## Collected data:
________________________________________
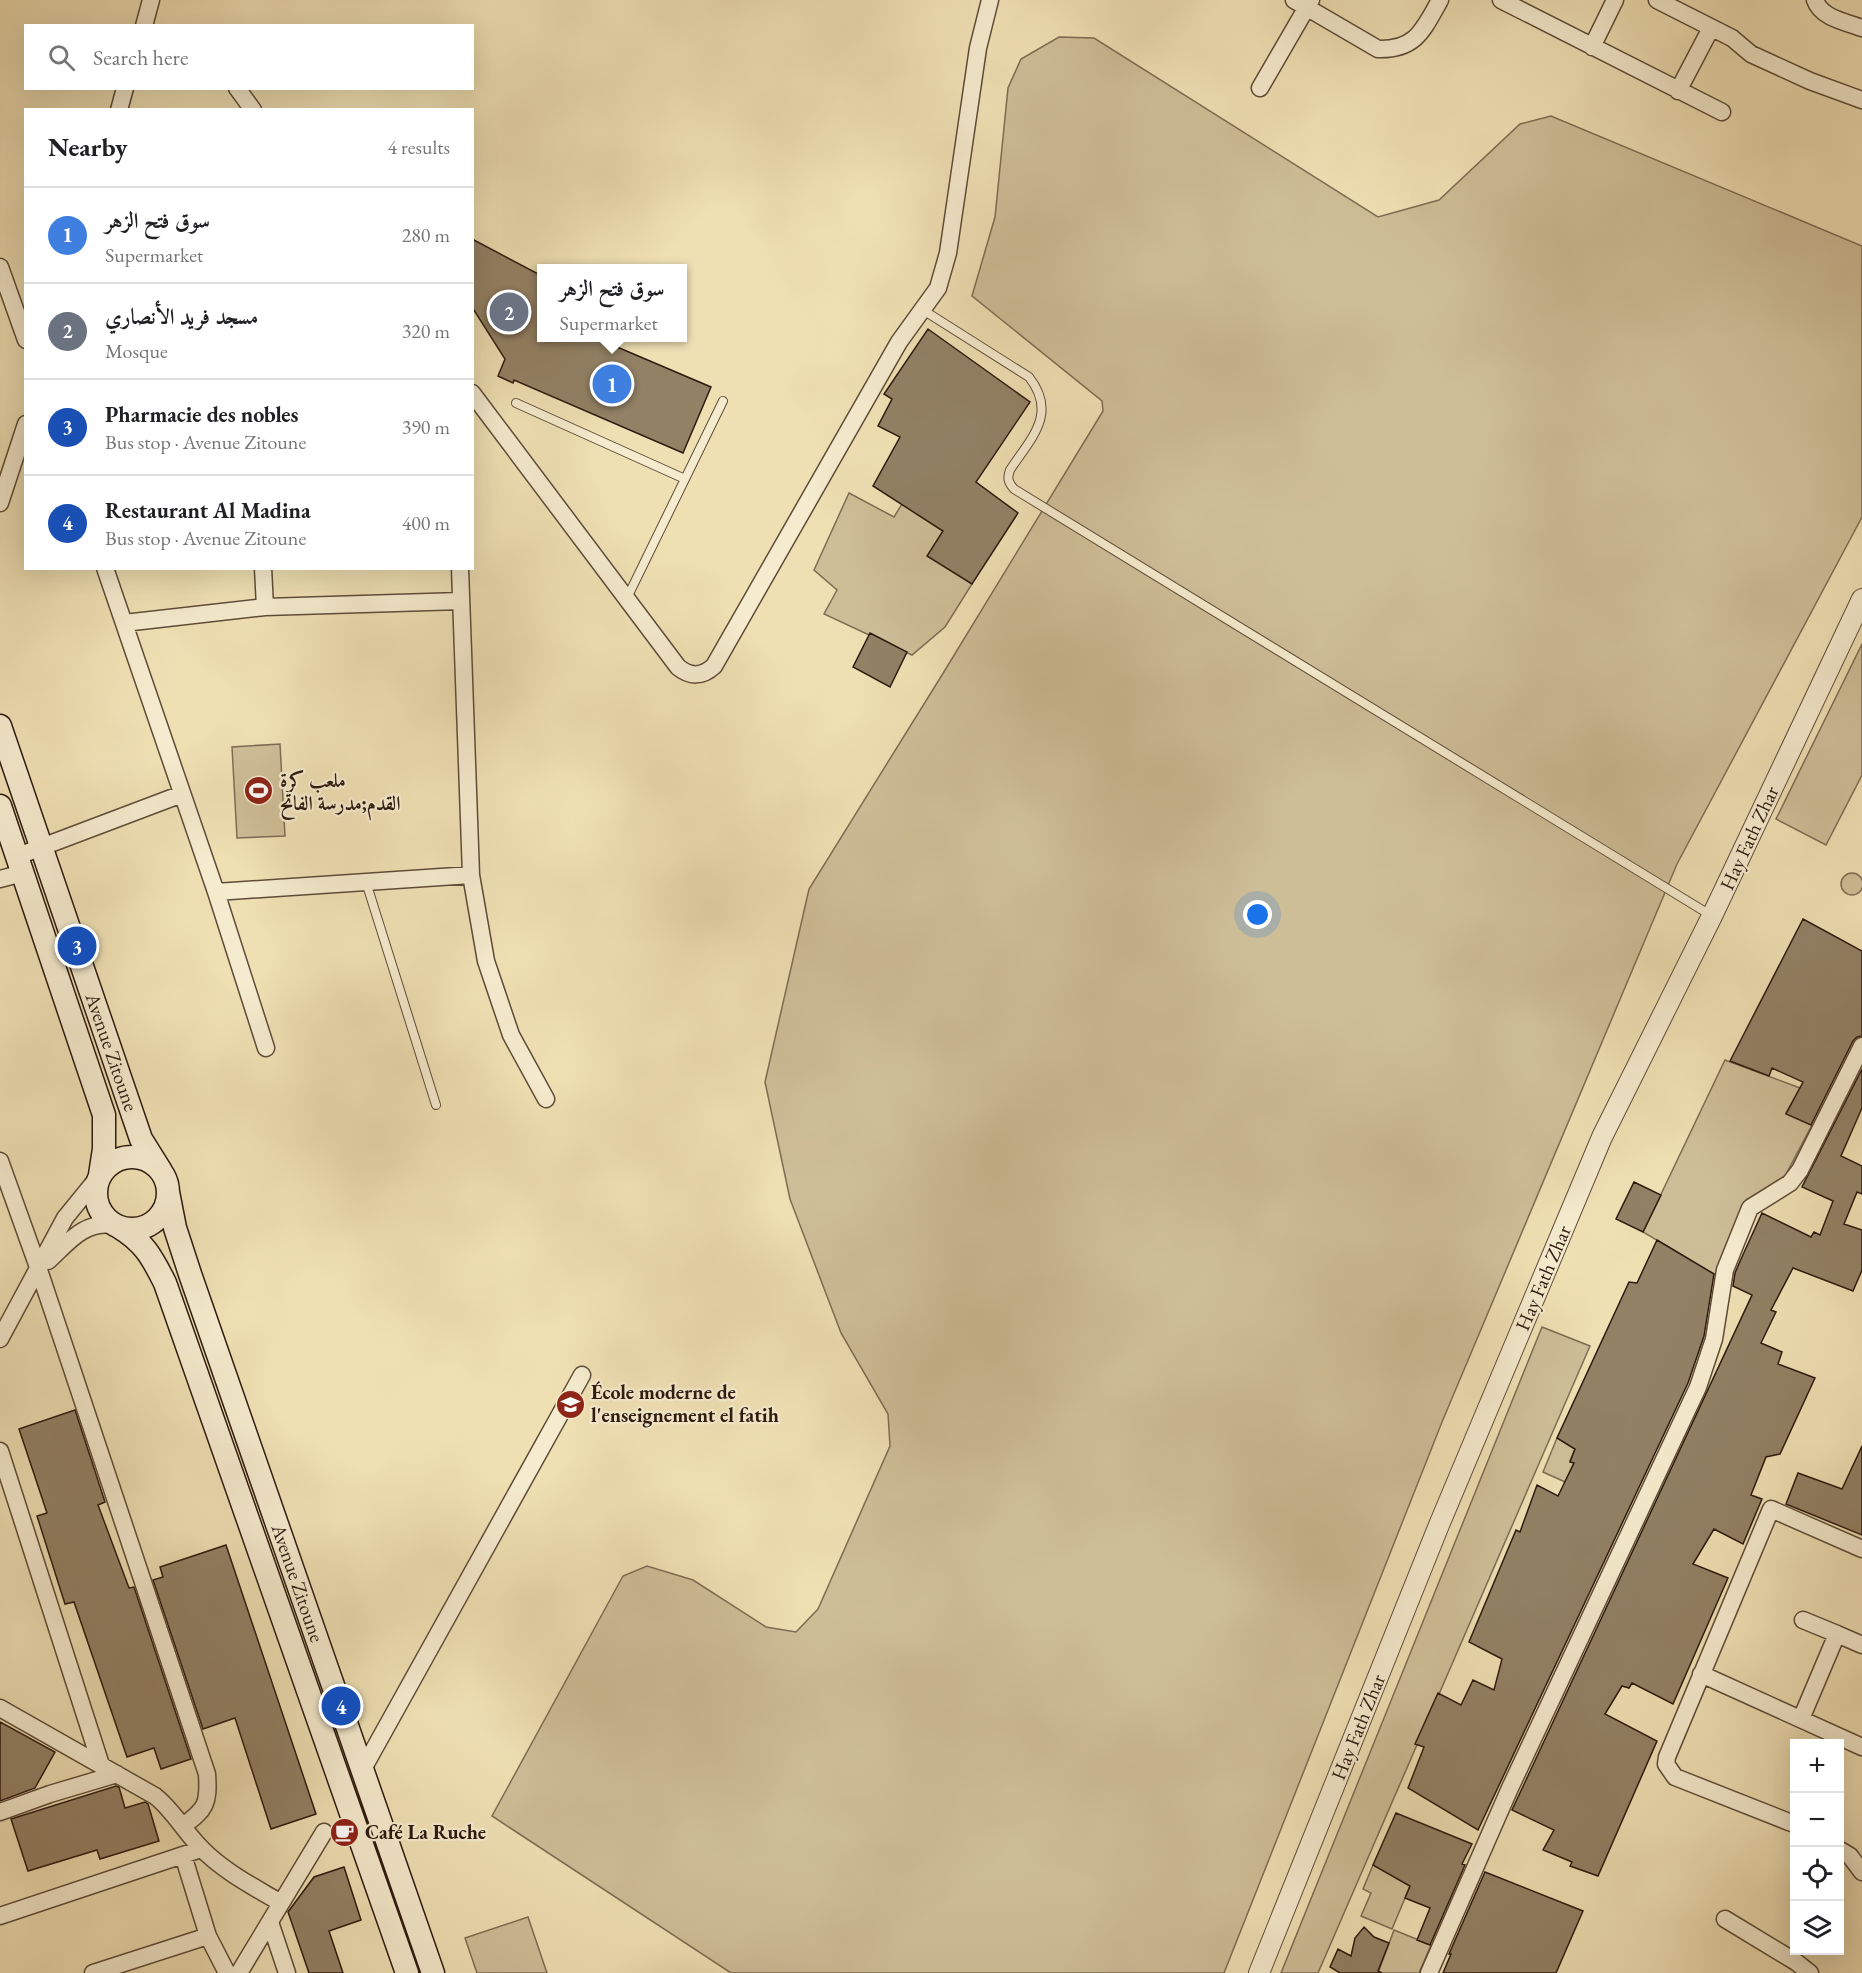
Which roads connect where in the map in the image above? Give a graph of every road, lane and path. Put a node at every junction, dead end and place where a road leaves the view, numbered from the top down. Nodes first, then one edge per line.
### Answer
1 (151, 0) edge
2 (990, 0) edge
3 (1440, 0) edge
4 (1501, 0) edge
5 (1615, 0) edge
6 (1657, 0) edge
7 (1815, 0) edge
8 (1304, 2) edge
9 (145, 24) edge
10 (1711, 28) junction
11 (1862, 28) edge
12 (1592, 47) junction
13 (1260, 88) dead end
14 (124, 90) edge
15 (238, 90) edge
16 (1678, 91) junction
17 (1862, 100) edge
18 (120, 108) edge
19 (252, 108) edge
20 (1722, 112) dead end
21 (0, 267) edge
22 (923, 310) junction
23 (24, 334) edge
24 (475, 401) edge
25 (723, 401) dead end
26 (516, 403) dead end
27 (24, 430) edge
28 (685, 479) junction
29 (0, 503) edge
30 (106, 570) edge
31 (262, 570) edge
32 (460, 570) edge
33 (626, 599) junction
34 (1862, 599) edge
35 (461, 601) junction
36 (265, 607) junction
37 (124, 623) junction
38 (0, 726) edge
39 (182, 794) junction
40 (0, 806) edge
41 (42, 847) junction
42 (20, 864) junction
43 (471, 875) junction
44 (0, 879) edge
45 (366, 882) junction
46 (216, 892) junction
47 (1712, 916) junction
48 (1862, 1046) edge
49 (266, 1048) dead end
50 (546, 1099) dead end
51 (436, 1105) dead end
52 (0, 1161) edge
53 (161, 1171) junction
54 (100, 1174) junction
55 (168, 1192) junction
56 (116, 1226) junction
57 (39, 1270) junction
58 (0, 1339) edge
59 (582, 1375) dead end
60 (0, 1450) edge
61 (1862, 1549) edge
62 (1803, 1620) dead end
63 (1837, 1634) junction
64 (1862, 1645) edge
65 (1701, 1674) junction
66 (0, 1708) edge
67 (1801, 1719) junction
68 (1862, 1748) edge
69 (101, 1765) junction
70 (363, 1769) junction
71 (117, 1774) junction
72 (0, 1812) edge
73 (1790, 1822) edge
74 (183, 1826) junction
75 (324, 1832) dead end
76 (201, 1849) junction
77 (1844, 1853) edge
78 (183, 1855) junction
79 (1862, 1872) edge
80 (281, 1904) junction
81 (0, 1916) edge
82 (1725, 1919) dead end
83 (270, 1922) junction
84 (208, 1936) junction
85 (93, 1973) edge
86 (226, 1973) edge
87 (239, 1973) edge
88 (287, 1973) edge
89 (406, 1973) edge
90 (433, 1973) edge
91 (1259, 1973) edge
92 (1429, 1973) edge
93 (1810, 1973) edge

1 - 9 street
2 - 22 street
3 - 8 street
4 - 12 street
5 - 12 street
6 - 10 street
7 - 11 street
8 - 13 street
10 - 16 street
10 - 17 street
12 - 16 street
14 - 18 street
15 - 19 street
16 - 20 street
21 - 23 street
22 - 33 street
22 - 47 lane
24 - 33 street
25 - 28 lane
26 - 28 lane
27 - 29 street
28 - 33 lane
30 - 37 street
31 - 36 street
32 - 35 street
34 - 47 street, Hay Fath Zhar
35 - 36 street
35 - 43 street
36 - 37 street
37 - 39 street
38 - 41 main road, Avenue Zitoune
39 - 41 street
39 - 46 street
40 - 42 main road, Avenue Zitoune
41 - 42 street
41 - 53 main road, Avenue Zitoune
42 - 44 street
42 - 54 main road, Avenue Zitoune
43 - 45 street
43 - 50 street
45 - 46 street
45 - 51 lane
46 - 49 street
47 - 91 street, Hay Fath Zhar
48 - 92 street
52 - 57 street
53 - 54 main road
53 - 55 main road
54 - 56 main road
54 - 57 street
55 - 56 main road
55 - 70 main road, Avenue Zitoune
56 - 57 street
56 - 89 main road, Avenue Zitoune
57 - 58 street
57 - 74 street
59 - 70 street
60 - 69 street
61 - 65 street
62 - 63 street
63 - 64 street
63 - 67 street
65 - 67 street
65 - 73 street
66 - 69 street
67 - 68 street
69 - 71 street
70 - 90 main road, Avenue Zitoune
71 - 72 street
71 - 74 street
74 - 76 street
75 - 80 street
76 - 78 street
76 - 80 street
77 - 79 street
78 - 81 street
78 - 84 street
80 - 83 street
82 - 93 street
83 - 87 street
83 - 88 street
84 - 85 street
84 - 86 street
________________________________________
## Task directions:
Show every line in the records above that contains the word "Avenue".

## Answer to the problem:
38 - 41 main road, Avenue Zitoune
40 - 42 main road, Avenue Zitoune
41 - 53 main road, Avenue Zitoune
42 - 54 main road, Avenue Zitoune
55 - 70 main road, Avenue Zitoune
56 - 89 main road, Avenue Zitoune
70 - 90 main road, Avenue Zitoune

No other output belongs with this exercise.